Optimistically, Atul Gawande lays out a case for the future of big, standardized medicine. I think he’s right to be hopeful. His example of The Cheesecake Factory is instructive, and hospitals should be able to serve patients better by adopting some of the restaurant chain’s practices. But I also think that, in the long run, the pendulum of health care will swing away from Big Med and back toward small-scale, personalized relationships.
To explain, let me explore another analogy: to agriculture. What Gawande is really describing, with the tele-I.C.U., menu of services and standardized care, is industrialization.
Agriculture tells a cautionary tale about the promise of industrialization. Some put the blame for the sorry state of the American diet squarely on the shoulders of industrial agriculture. I know it’s more complicated than that, but the conversation – about the perils of trying to achieve quality at scale – is worth our attention.
I’m reminded of the book Oranges by John McPhee, a tireless study of -you guessed it- oranges. It was published in 1967, right around the time that orange juice from concentrate was being touted as the next best thing. “It’s so consistent! All the irregularities are removed! It’s easy to freeze!” … or something like that. It is striking to read such claims about a product that is now widely avoided. In the same way that our tastes tend more toward fresh squeezed these days, what constitutes “quality” health care may prove to be equally subjective.
This is not to advocate against the coming changes in medicine; I think they are an essential step for progress. I only wish to temper any optimism for standardization so that we are not surprised when a patient finds better, happier care outside of the “best practices.”
With this particular iteration of the health care debate, we’re witnessing the pendulum swing in one direction, toward industrialization. As it swings, the pendulum is traveling an arc similar to the one created by the “fundamental tension between the logic of nature and the logic of human industry,” as Michael Pollan puts it in The Omnivore’s Dilemma, his take on the relationship between healthy eating and industrial agriculture.

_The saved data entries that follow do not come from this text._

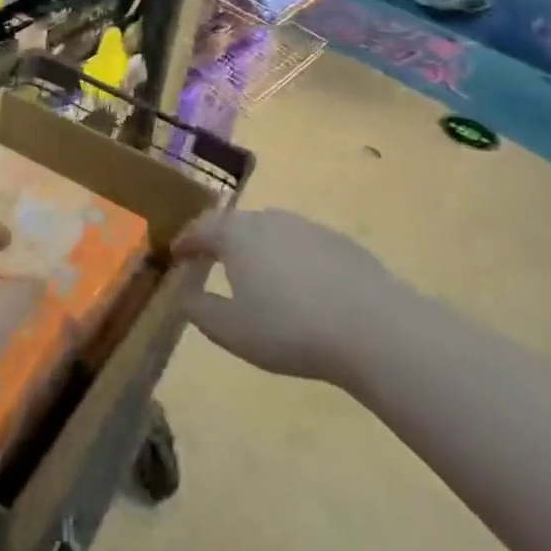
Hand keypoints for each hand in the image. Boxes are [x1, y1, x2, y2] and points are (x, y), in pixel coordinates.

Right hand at [173, 207, 411, 388]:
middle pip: (235, 224)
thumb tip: (184, 295)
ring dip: (257, 248)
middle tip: (211, 262)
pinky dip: (290, 259)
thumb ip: (200, 310)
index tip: (176, 254)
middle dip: (220, 241)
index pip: (200, 228)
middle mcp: (269, 220)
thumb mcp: (231, 331)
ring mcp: (307, 227)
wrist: (374, 328)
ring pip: (271, 231)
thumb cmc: (289, 329)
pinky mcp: (340, 243)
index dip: (185, 241)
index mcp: (236, 235)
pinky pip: (302, 245)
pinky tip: (301, 288)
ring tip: (256, 276)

I predict we will undergo a societal shift in our appreciation of good care and good medicine. How we define “good” will change. I don’t know how exactly, but I would venture a guess that we will do less to extend life at all costs. Maybe we can take a lesson from the industrially produced high fructose corn syrup: the sweetest medicine won’t always be the best for us. After all, as the economists say, in the long run we’re all dead.